Extracted records —
▼
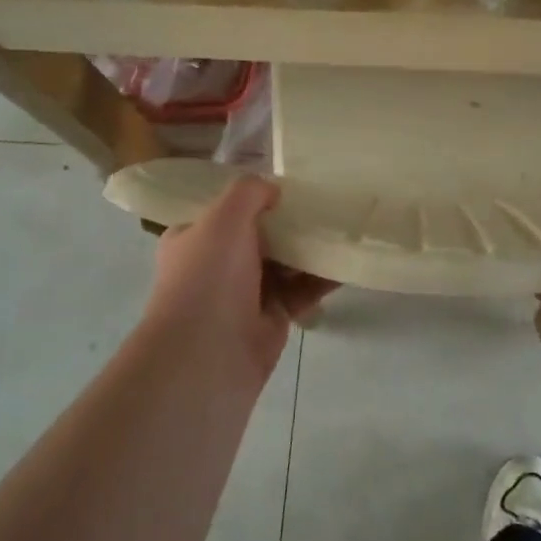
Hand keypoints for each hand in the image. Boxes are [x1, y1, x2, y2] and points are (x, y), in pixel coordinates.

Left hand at [141, 176, 336, 378]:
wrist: (207, 356)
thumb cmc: (209, 277)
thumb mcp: (223, 217)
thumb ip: (249, 192)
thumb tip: (273, 190)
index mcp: (193, 238)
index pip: (224, 210)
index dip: (254, 198)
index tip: (289, 184)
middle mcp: (217, 264)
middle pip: (260, 235)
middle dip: (289, 222)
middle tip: (325, 202)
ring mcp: (244, 293)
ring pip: (284, 262)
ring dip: (310, 248)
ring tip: (344, 226)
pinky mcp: (272, 317)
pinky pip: (301, 290)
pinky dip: (322, 278)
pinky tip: (347, 263)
▲
Task brief — Reproduce exactly the lines from the one containing "wrist: (207, 356)" through the last line of the records, both included, and nothing else.

Written response —
wrist: (207, 356)
thumb cmc: (209, 277)
thumb mcp: (223, 217)
thumb ip: (249, 192)
thumb tip: (273, 190)
index mcp: (193, 238)
index pip: (224, 210)
index dip: (254, 198)
index tip: (289, 184)
middle mcp: (217, 264)
middle pip: (260, 235)
middle dip: (289, 222)
middle tip: (325, 202)
ring mcp: (244, 293)
ring pip: (284, 262)
ring dip: (310, 248)
ring tip: (344, 226)
pinky mcp: (272, 317)
pinky pip: (301, 290)
pinky dip: (322, 278)
pinky tip: (347, 263)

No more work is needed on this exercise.